Let’s see how today’s Cyber Monday sales turn out.

World gets better, bank balance gets worse
Image credit: Confessions of a Shopaholic (2009) / Disney via Tenor

📖 MoneyFitt Explains

🎓️ Black Friday and Cyber Monday

As in most cases of hedonistic, indulgent consumption, Black Friday started in the US, but in recent years has spread around the world.

An unwritten rule a hundred years ago that Christmas advertising would only start after Thanksgiving (a US public holiday on the third Thursday of November) meant Friday became the day when the Christmas / holiday shopping season "officially" starts.

The term “Black Friday” was first used in the 1960s when retailers would mark up prices and offer deep discounts to attract holiday shoppers, but it gained popularity in the 1980s. By the 1990s, Black Friday had become the busiest shopping day of the year, with many stores opening their doors early and offering doorbuster deals and special promotions.

It also roughly marks when retailers start becoming profitable ("in the black", as opposed to "in the red" for losses) as fourth-quarter sales are so important thanks to year-end-holiday shopping. But this is not the origin of the name.

Some say the day after Thanksgiving was originally called "Black Friday" because so many people went out shopping that it caused chaos, traffic accidents, and sometimes even violence.
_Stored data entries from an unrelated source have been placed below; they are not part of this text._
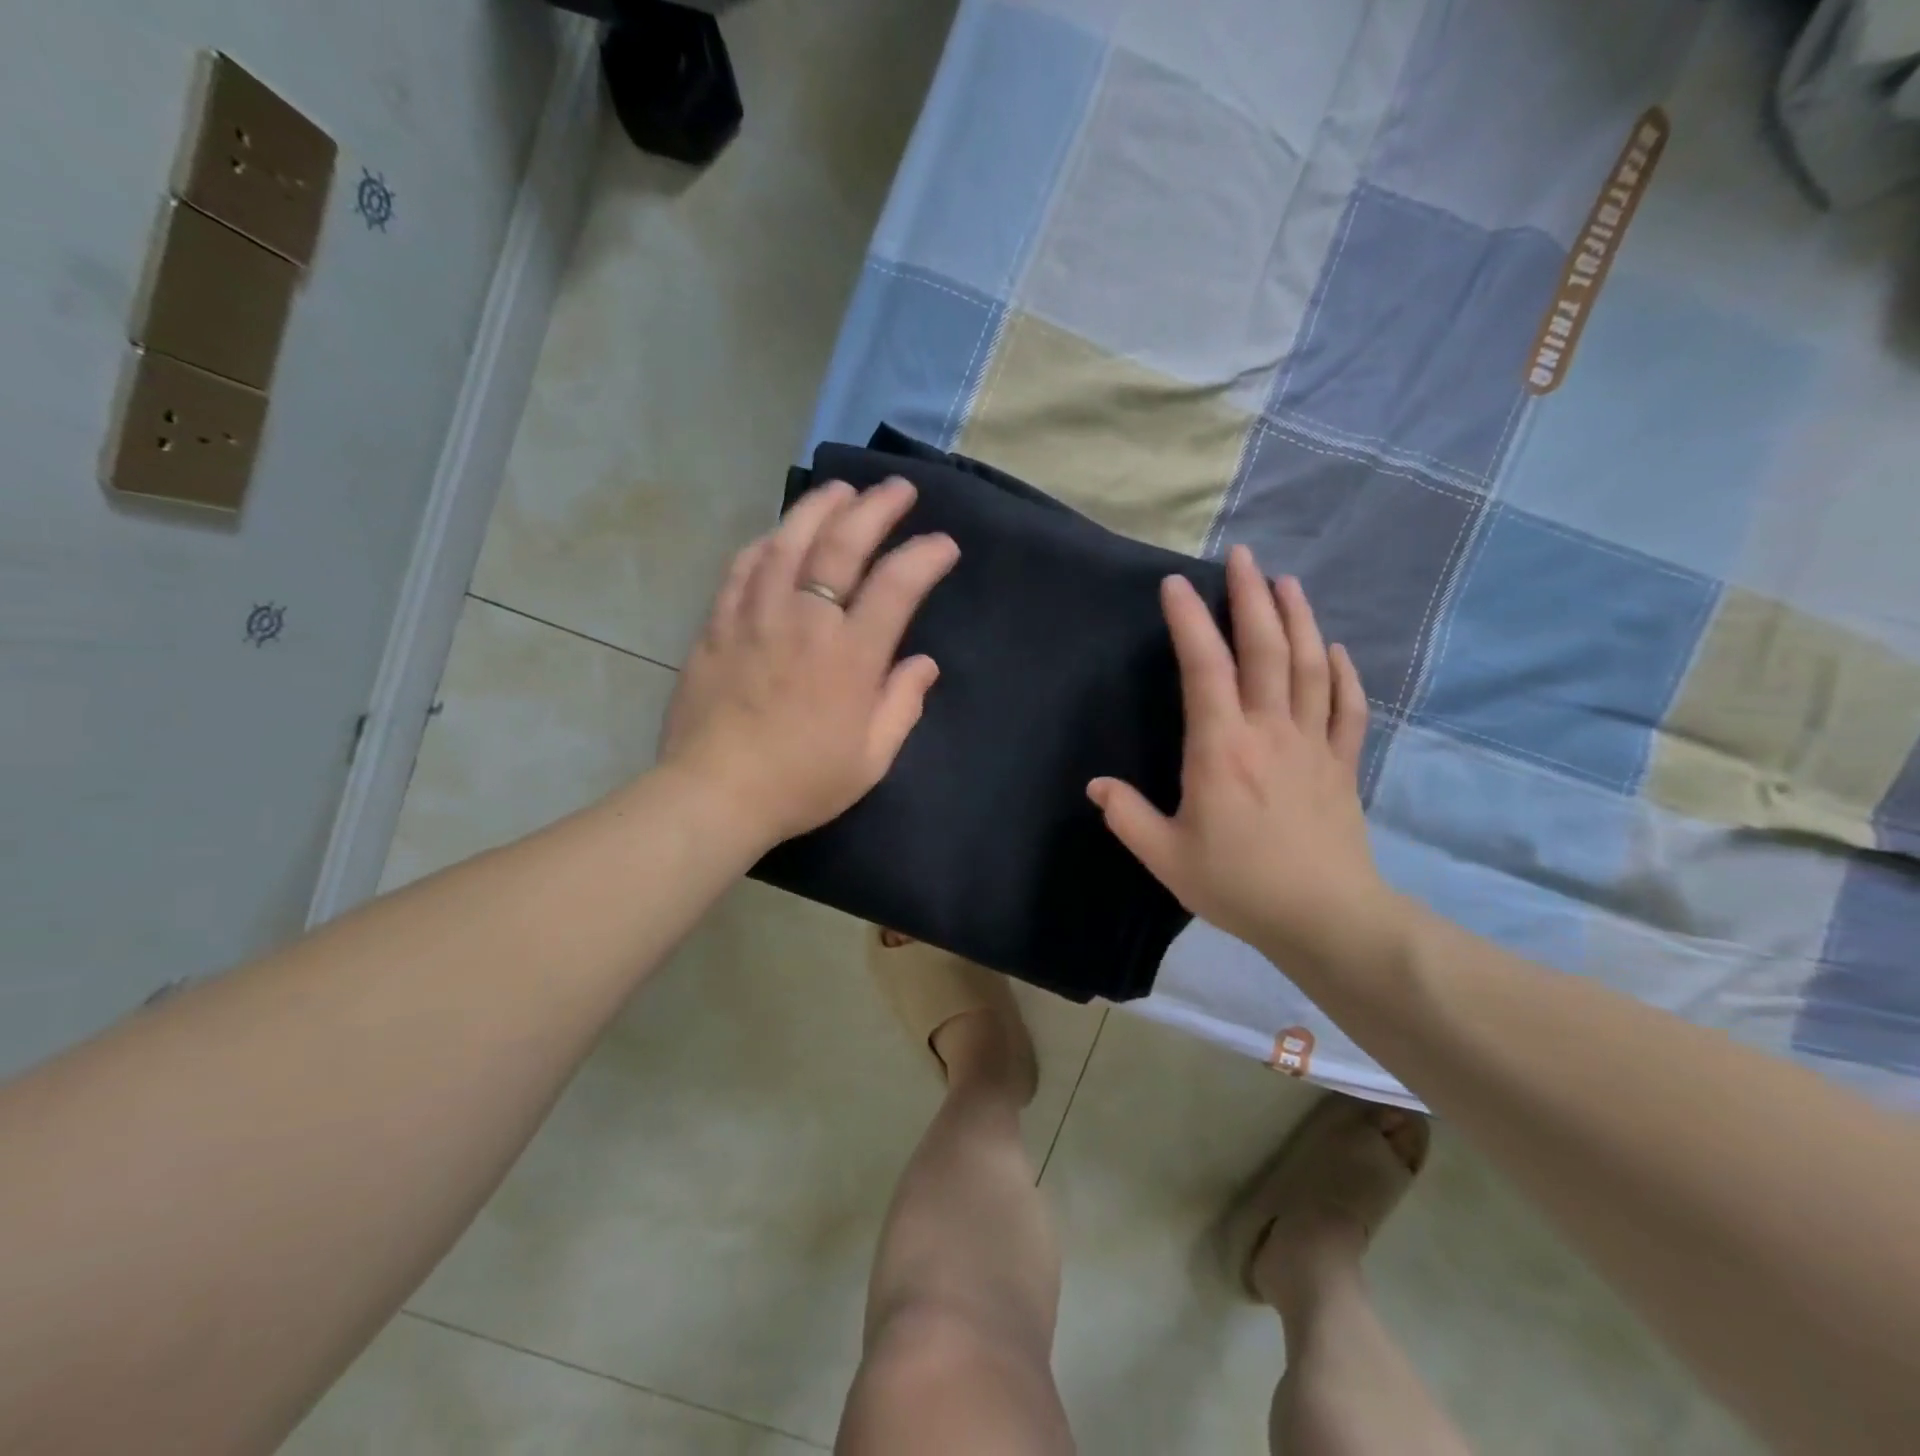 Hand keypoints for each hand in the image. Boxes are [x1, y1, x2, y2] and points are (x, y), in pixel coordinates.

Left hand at [656, 478, 958, 847]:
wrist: (715, 794)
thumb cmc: (803, 782)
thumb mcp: (872, 758)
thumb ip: (902, 704)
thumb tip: (923, 663)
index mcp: (851, 656)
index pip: (897, 585)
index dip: (925, 556)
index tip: (943, 545)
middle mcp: (806, 621)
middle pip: (842, 545)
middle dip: (876, 508)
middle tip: (898, 489)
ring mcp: (756, 616)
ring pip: (788, 541)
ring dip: (820, 507)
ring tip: (842, 489)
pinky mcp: (719, 624)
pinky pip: (743, 567)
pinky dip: (767, 541)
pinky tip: (780, 533)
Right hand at [1088, 546, 1403, 972]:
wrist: (1325, 917)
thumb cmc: (1238, 884)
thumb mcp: (1166, 856)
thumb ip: (1127, 816)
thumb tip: (1097, 786)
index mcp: (1221, 748)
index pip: (1205, 668)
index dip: (1190, 621)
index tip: (1177, 585)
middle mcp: (1269, 731)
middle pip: (1265, 650)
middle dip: (1253, 597)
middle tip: (1244, 556)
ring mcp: (1312, 744)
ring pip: (1310, 667)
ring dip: (1299, 619)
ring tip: (1288, 583)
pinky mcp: (1342, 764)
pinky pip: (1347, 708)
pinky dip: (1342, 673)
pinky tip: (1333, 650) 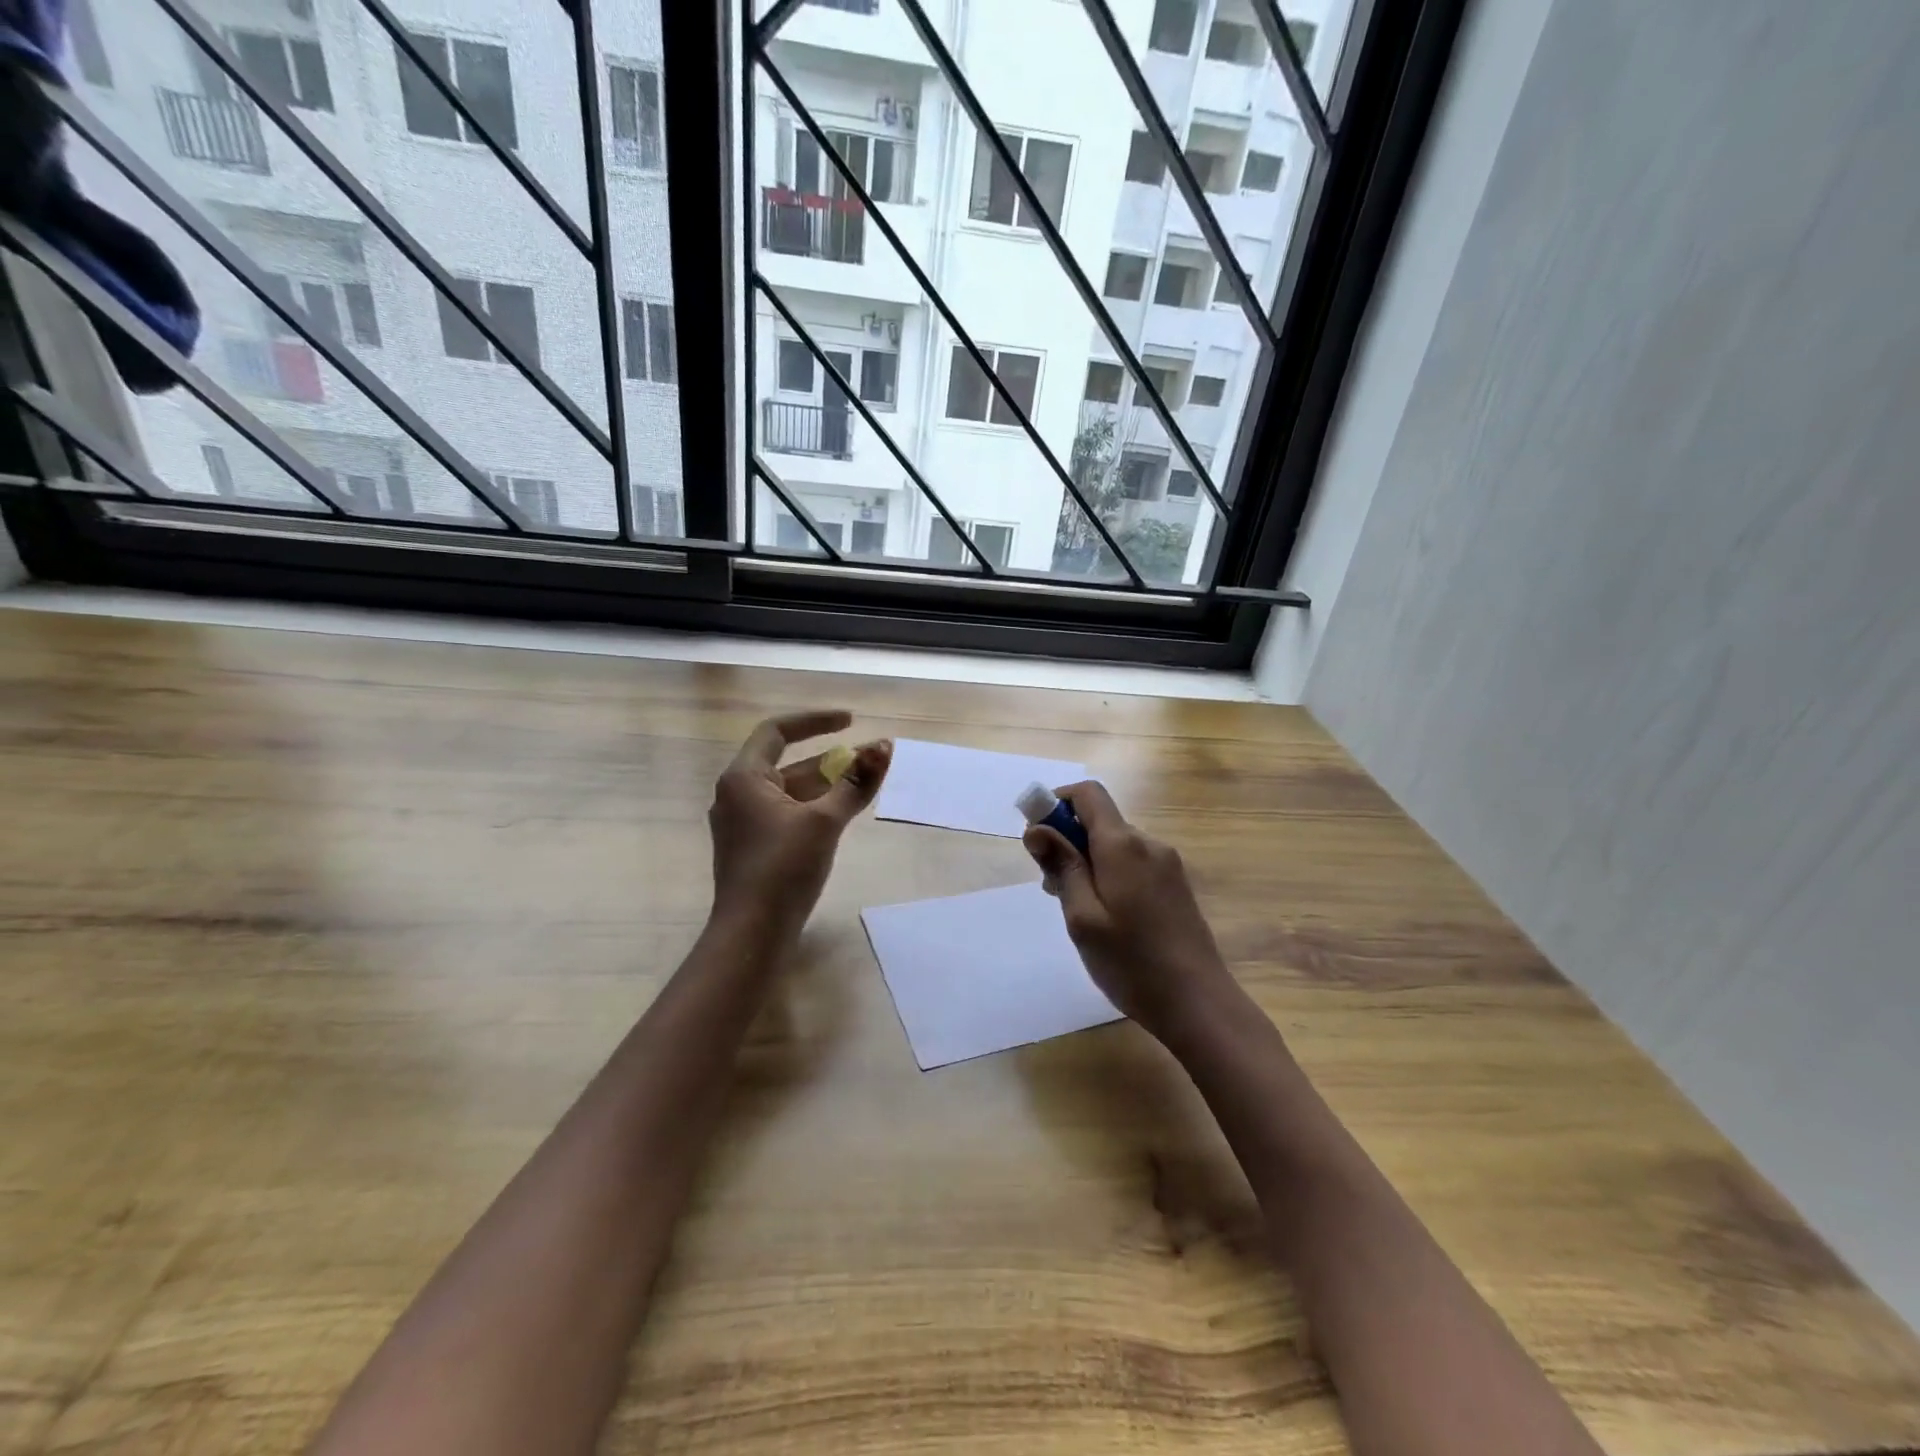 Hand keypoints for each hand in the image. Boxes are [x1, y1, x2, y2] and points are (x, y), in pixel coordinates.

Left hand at [709, 710, 892, 941]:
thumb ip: (855, 783)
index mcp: (743, 778)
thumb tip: (885, 748)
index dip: (815, 721)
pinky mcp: (754, 848)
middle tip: (871, 759)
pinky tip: (842, 815)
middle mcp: (737, 794)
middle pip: (788, 763)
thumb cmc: (783, 869)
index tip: (851, 721)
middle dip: (831, 759)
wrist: (752, 934)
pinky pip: (787, 814)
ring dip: (826, 784)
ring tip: (865, 784)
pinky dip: (815, 808)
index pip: (777, 731)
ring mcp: (744, 823)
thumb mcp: (824, 821)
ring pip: (790, 791)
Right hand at [1023, 781, 1235, 1043]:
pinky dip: (1111, 876)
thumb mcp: (1082, 917)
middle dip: (1069, 843)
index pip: (1088, 794)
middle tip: (1054, 890)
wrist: (1199, 1004)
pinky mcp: (1176, 886)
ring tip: (1080, 913)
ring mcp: (1167, 865)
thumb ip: (1062, 866)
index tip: (1038, 838)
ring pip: (1115, 846)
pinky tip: (1109, 920)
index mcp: (1123, 845)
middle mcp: (1148, 844)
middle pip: (1100, 822)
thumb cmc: (1131, 962)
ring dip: (1089, 864)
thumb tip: (1037, 828)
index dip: (1057, 803)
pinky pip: (1133, 864) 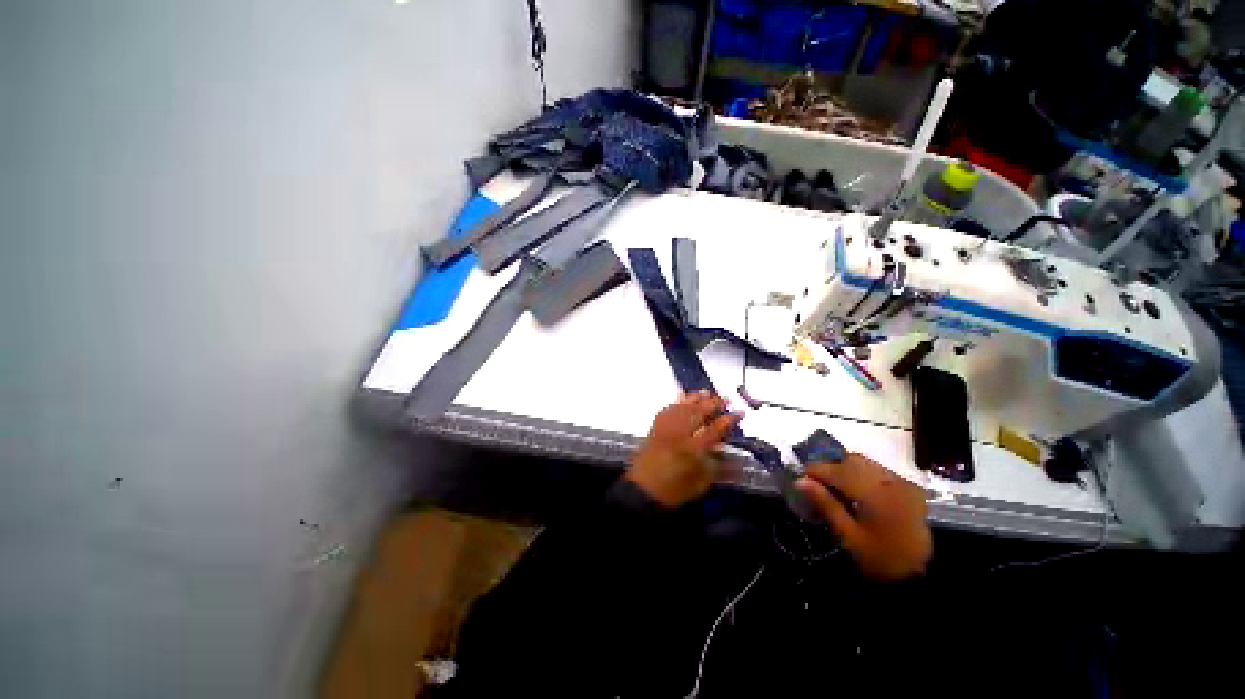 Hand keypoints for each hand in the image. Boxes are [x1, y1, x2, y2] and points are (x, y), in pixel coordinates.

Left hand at [626, 392, 741, 507]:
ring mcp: (666, 429)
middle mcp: (680, 434)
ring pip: (682, 407)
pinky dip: (676, 402)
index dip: (729, 420)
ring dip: (695, 398)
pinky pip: (667, 409)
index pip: (715, 430)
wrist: (643, 490)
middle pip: (698, 413)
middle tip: (725, 398)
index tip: (739, 412)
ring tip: (706, 393)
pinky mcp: (655, 428)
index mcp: (693, 449)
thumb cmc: (674, 491)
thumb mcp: (701, 484)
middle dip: (713, 403)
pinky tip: (682, 399)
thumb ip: (717, 467)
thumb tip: (732, 457)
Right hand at [796, 454, 931, 580]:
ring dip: (844, 468)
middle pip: (850, 460)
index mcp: (873, 493)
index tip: (799, 479)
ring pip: (864, 462)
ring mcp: (899, 481)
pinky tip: (855, 489)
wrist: (922, 575)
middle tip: (816, 483)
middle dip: (830, 467)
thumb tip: (799, 481)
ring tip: (834, 486)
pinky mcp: (906, 486)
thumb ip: (825, 504)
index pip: (835, 470)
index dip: (814, 471)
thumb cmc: (880, 558)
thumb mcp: (849, 536)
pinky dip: (861, 472)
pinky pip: (877, 469)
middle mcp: (888, 480) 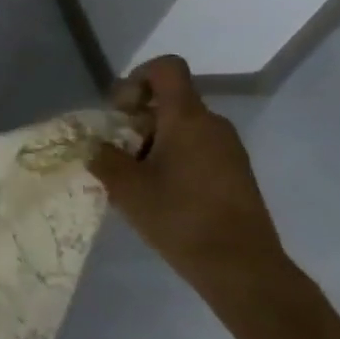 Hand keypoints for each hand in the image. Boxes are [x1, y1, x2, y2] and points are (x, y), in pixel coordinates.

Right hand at [90, 56, 291, 312]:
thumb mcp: (125, 186)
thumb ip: (103, 155)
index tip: (120, 111)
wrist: (244, 270)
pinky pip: (196, 148)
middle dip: (136, 118)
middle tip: (118, 150)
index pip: (166, 68)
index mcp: (188, 118)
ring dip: (152, 140)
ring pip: (181, 126)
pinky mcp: (235, 173)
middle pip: (169, 100)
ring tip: (135, 176)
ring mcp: (229, 150)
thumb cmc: (180, 218)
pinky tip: (159, 192)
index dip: (136, 78)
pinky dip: (172, 157)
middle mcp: (213, 125)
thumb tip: (95, 145) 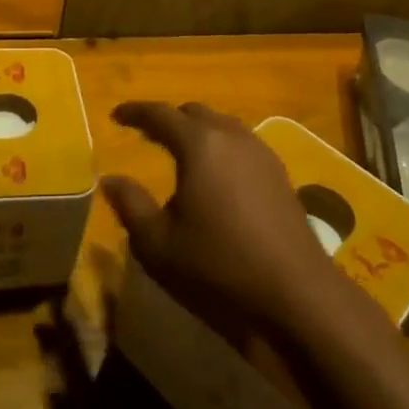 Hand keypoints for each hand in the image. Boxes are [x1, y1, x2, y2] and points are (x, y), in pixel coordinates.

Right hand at [101, 101, 345, 337]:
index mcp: (200, 144)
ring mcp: (262, 154)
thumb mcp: (158, 244)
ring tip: (180, 153)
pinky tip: (216, 177)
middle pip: (194, 113)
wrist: (297, 296)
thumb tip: (110, 180)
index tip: (116, 115)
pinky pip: (241, 145)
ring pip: (222, 126)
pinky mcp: (280, 175)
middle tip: (147, 135)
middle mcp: (232, 136)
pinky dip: (220, 149)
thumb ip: (130, 205)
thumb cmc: (219, 267)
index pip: (160, 114)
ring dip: (198, 133)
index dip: (135, 112)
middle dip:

The rather contrived term “Cyber Monday” was coined in 2005 by the National Retail Federation to encourage people to shop online since “Black Friday” is associated with brick-and-mortar shopping, though the distinctions are now almost entirely blurred.

PLUS

Singles Day in China was started in 1993 by a group of university students who were celebrating being single. The date, November 11th, was chosen because it is a day with all single digits (11/11). Alibaba, a Chinese e-commerce company, began promoting Singles Day as a shopping holiday in 2009. Singles Day is the world's largest online shopping event, with sales in 2022 reaching $84.5 billion on Alibaba alone (sales for 2022 were just reported as “in line with last year’s”), while online-only Black Friday sales in the US reached $9.1 billion in 2022, adding to sales on Thanksgiving Day and across the weekend to Cyber Monday to reach $35.3 billion.